Post COLONIALISM

Specifically looking at identity and representation through the lens of Empire and Colonialism.

In other words, postcolonial criticism challenges the assumption of a universal claim towards what constitutes ‘good reading’ and ‘good literature’; questioning the notion of a recognised and overarching canon of important cultural texts – book, poems, plays, films etc – much of which is institutionalised into academic syllabi.

‘The privileged role of culture in the modern imperial experience’ (Edward Said 1997:3)

‘We cannot actually see ourselves as whole, we use a reflection to understand who we are / who we are not.’ Jacques Lacan

Ideological state apparatus (ISA), is a theoretical concept developed by (Algerian born) French philosopher Louis Althusser which is used to describe the way in which structures of civic society – education, culture, the arts, the family, religion, bureaucracy, administration etc serve to structure the ideological perspectives of society, which in turn form our individual subject identity. 

The way in which society calls / addresses / hails you is interpellation, which is the way in which your subject identity is formed and which, more often than not, corresponds to the dominant ideology.

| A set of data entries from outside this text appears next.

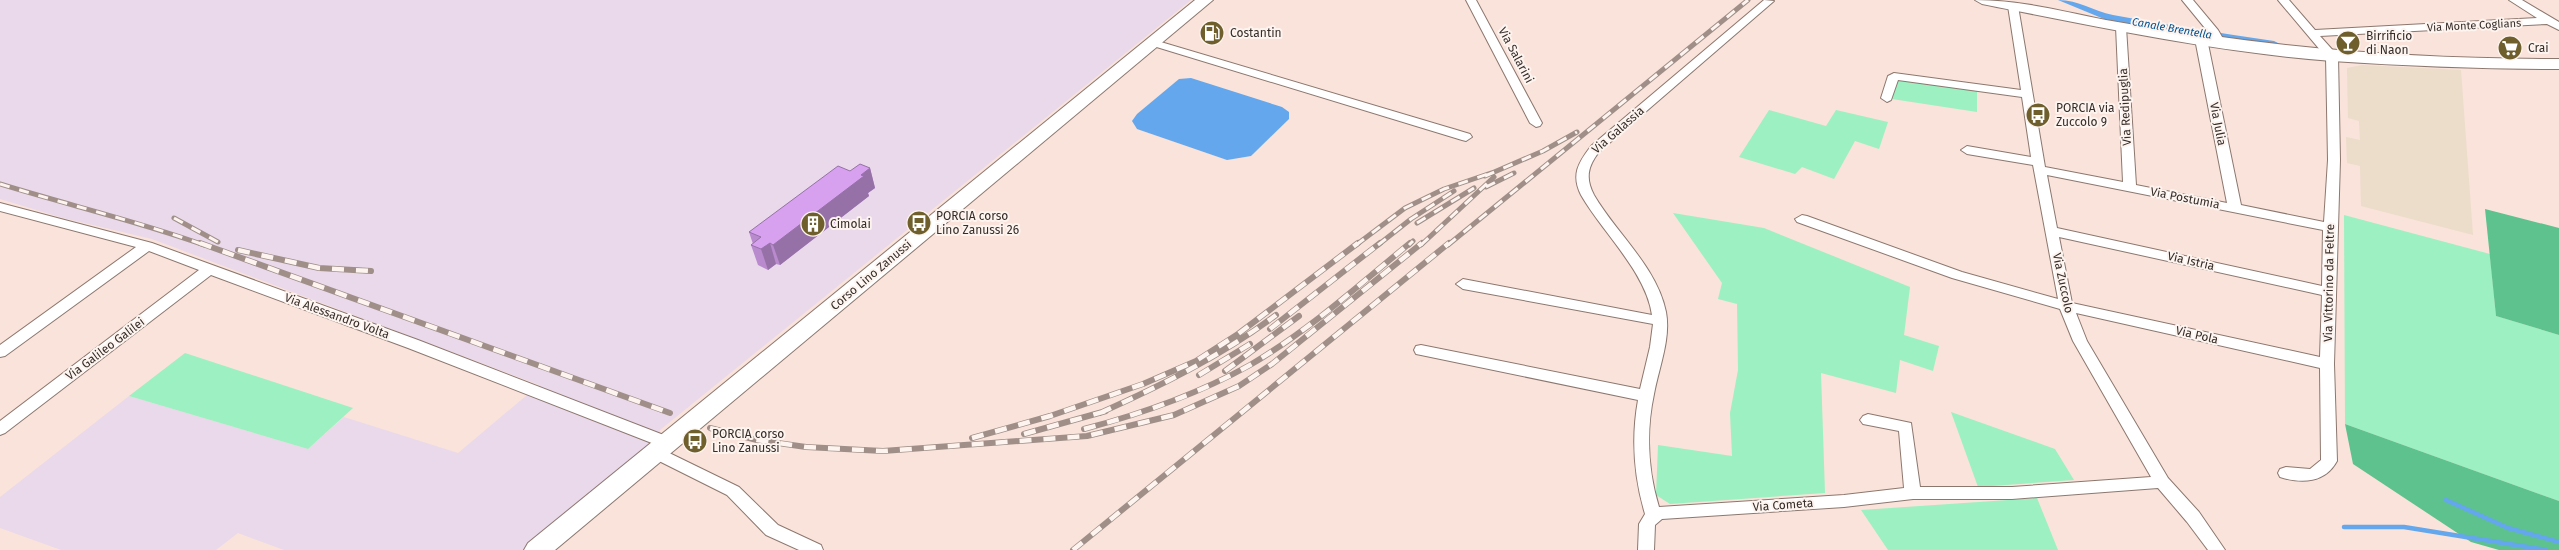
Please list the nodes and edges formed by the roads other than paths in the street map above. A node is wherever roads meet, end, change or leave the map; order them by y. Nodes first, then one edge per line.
1 (1205, 0) edge
2 (1471, 0) edge
3 (1982, 0) edge
4 (2187, 0) edge
5 (2283, 0) edge
6 (2514, 0) edge
7 (1769, 1) edge
8 (2004, 3) edge
9 (2546, 21) junction
10 (2121, 27) junction
11 (2559, 27) edge
12 (2313, 33) junction
13 (2213, 38) junction
14 (1154, 43) junction
15 (2332, 56) junction
16 (2559, 64) edge
17 (2027, 94) junction
18 (1887, 98) dead end
19 (1536, 124) dead end
20 (1466, 137) dead end
21 (1967, 150) dead end
22 (2040, 166) junction
23 (2130, 187) junction
24 (0, 207) edge
25 (2235, 208) junction
26 (1802, 219) dead end
27 (2330, 227) junction
28 (2052, 231) junction
29 (147, 246) junction
30 (210, 269) junction
31 (1463, 284) dead end
32 (2328, 292) junction
33 (2066, 306) junction
34 (1660, 321) junction
35 (1421, 350) dead end
36 (0, 352) edge
37 (2327, 364) junction
38 (1645, 396) junction
39 (1868, 420) dead end
40 (0, 429) edge
41 (662, 448) junction
42 (2286, 473) dead end
43 (2162, 482) junction
44 (1913, 493) junction
45 (1653, 515) junction
46 (537, 550) edge
47 (815, 550) edge
48 (1646, 550) edge
49 (2217, 550) edge

1 - 14 main road, Corso Lino Zanussi
2 - 19 street, Via Salarini
3 - 8 main road
4 - 13 street
5 - 12 street
6 - 9 street
7 - 34 street, Via Galassia
8 - 10 main road
8 - 17 street, Via Zuccolo
9 - 11 street
9 - 12 street, Via Monte Coglians
10 - 13 main road
10 - 23 street, Via Redipuglia
12 - 15 street
13 - 15 main road
13 - 25 street, Via Julia
14 - 20 street
14 - 41 main road, Corso Lino Zanussi
15 - 16 main road
15 - 27 street, Via Vittorino da Feltre
17 - 18 street
17 - 22 street, Via Zuccolo
21 - 22 street, Via Postumia
22 - 23 street, Via Postumia
22 - 28 street, Via Zuccolo
23 - 25 street, Via Postumia
24 - 29 street, Via Alessandro Volta
25 - 27 street, Via Postumia
26 - 33 street, Via Pola
27 - 32 street, Via Vittorino da Feltre
28 - 32 street, Via Istria
28 - 33 street, Via Zuccolo
29 - 30 street, Via Alessandro Volta
29 - 36 street
30 - 40 street, Via Galileo Galilei
30 - 41 street, Via Alessandro Volta
31 - 34 street
32 - 37 street, Via Vittorino da Feltre
33 - 37 street, Via Pola
33 - 43 street, Via Zuccolo
34 - 38 street, Via Galassia
35 - 38 street
37 - 42 street, Via Vittorino da Feltre
38 - 45 street, Via Galassia
39 - 44 street
41 - 46 main road, Corso Lino Zanussi
41 - 47 street, Via Alessandro Volta
43 - 44 street, Via Cometa
43 - 49 street, Via Zuccolo
44 - 45 street, Via Cometa
45 - 48 street

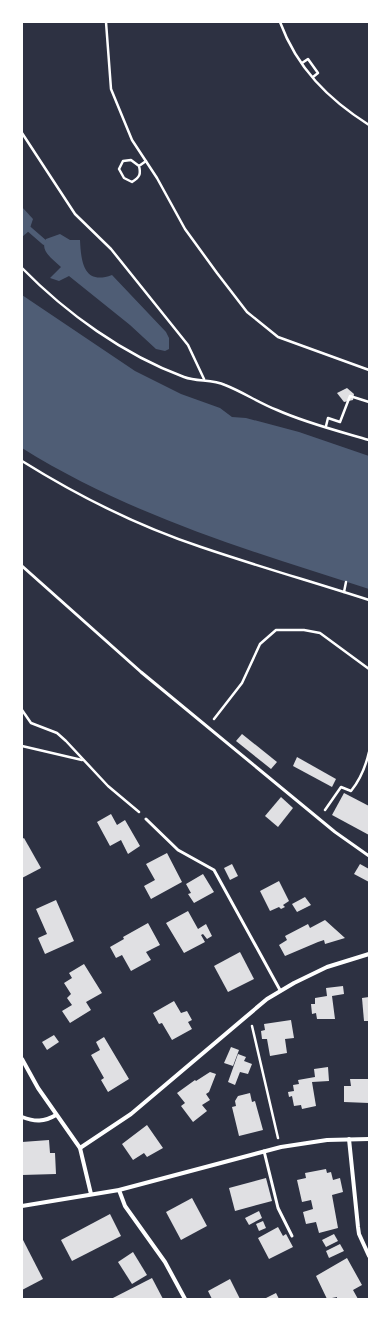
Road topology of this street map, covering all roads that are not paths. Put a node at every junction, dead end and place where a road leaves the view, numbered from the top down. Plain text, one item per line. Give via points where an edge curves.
1 (22, 566) edge
2 (146, 819) road end
3 (369, 856) edge
4 (369, 954) edge
5 (280, 990) junction
6 (22, 1058) edge
7 (56, 1115) junction
8 (22, 1117) edge
9 (349, 1139) junction
10 (369, 1139) edge
11 (80, 1148) junction
12 (264, 1151) junction
13 (119, 1190) junction
14 (91, 1194) junction
15 (22, 1206) edge
16 (292, 1236) dead end
17 (369, 1256) edge
18 (185, 1299) edge

1 - 3 lane via 208,728 319,819
2 - 5 lane via 178,850 214,870
4 - 5 street via 327,967
5 - 11 street via 131,1114
6 - 7 street
7 - 8 street via 47,1120 35,1121
7 - 11 street
9 - 10 street
9 - 12 street via 312,1142
9 - 17 street via 359,1234
11 - 14 street
12 - 13 street
12 - 16 lane via 278,1208
13 - 14 street
13 - 18 street via 126,1206 165,1262
14 - 15 street

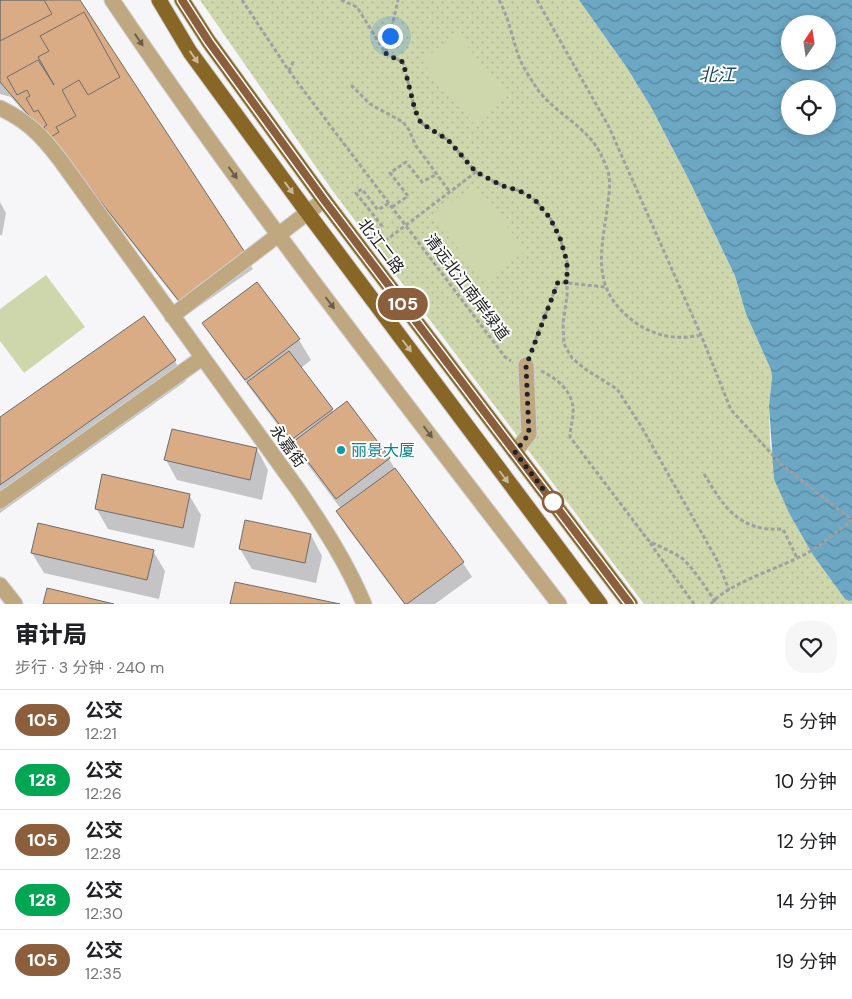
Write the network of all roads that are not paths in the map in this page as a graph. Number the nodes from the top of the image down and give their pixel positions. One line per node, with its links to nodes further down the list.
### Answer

The Wretched of the Earth (1961), by Frantz Fanon. Talks about the mechanics of colonialism

As an early critical thinker of postcolonialism, Frantz Fanon took an active role, proposing the first step required for ‘colonialised’ people to reclaim their own past by finding a voice and an identity.

  1. Assimilation of colonial culture corresponding to the ‘mother country’ Chinua Achebe talks of the colonial writer as a ‘somewhat unfinished European who with patience guidance will grow up one day and write like every other European.’ (1988:46)
  2. Immersion into an ‘authentic’ culture ‘brought up out of the depths of his memory; old legends will be reinterpreted’
  3. Fighting, revolutionary, national literature, ‘the mouthpiece of a new reality in action’.

Gramsci suggests that power relations can be understood as a hegemonic struggle through culture. In other words, Gramsci raises the concept of Hegemony to illustrate how certain cultural forms predominate over others, which means that certain ideas are more influential than others, usually in line with the dominant ideas, the dominant groups and their corresponding dominant interests.

Postcolonialism articulates a desire to reclaim, re-write and re-establish cultural identity and thus maintain power of The Empire – even if the Empire has gone.

Noam Chomsky indicated that ‘new forms of domination will have to be devised to ensure that privileged segments of Western industrial society maintain substantial control over global resources, human and material, and benefit disproportionately from this control.’ (cited Said, 1993:343)

Paul Gilroy is insistent that ‘we must become interested in how the literary and cultural as well as governmental dynamics of the country have responded to that process of change and what it can tell us about the place of racism in contemporary political culture.’ (2004:13) His theme of Double Consciousness, derived from W. E. B. Dubois, involves ‘Black Atlantic’ striving to be both European and Black through their relationship to the land of their birth and their ethnic political constituency.

As Barry notes the stress on ‘cross-cultural’ interactions is indeed a characteristic of postcolonial criticism. Often found by foregrounding questions of cultural difference and diversity, as well as by celebrating ‘hybridity’, ‘ambiguity’ and ‘cultural polyvalency’. A unique position where ‘individuals may simultaneously belong to more than one culture – the coloniser and the colonised’. (2016:198) Even Fanon suggests an emphasis on identity as ‘doubled, or ‘hybrid’, or ‘unstable’.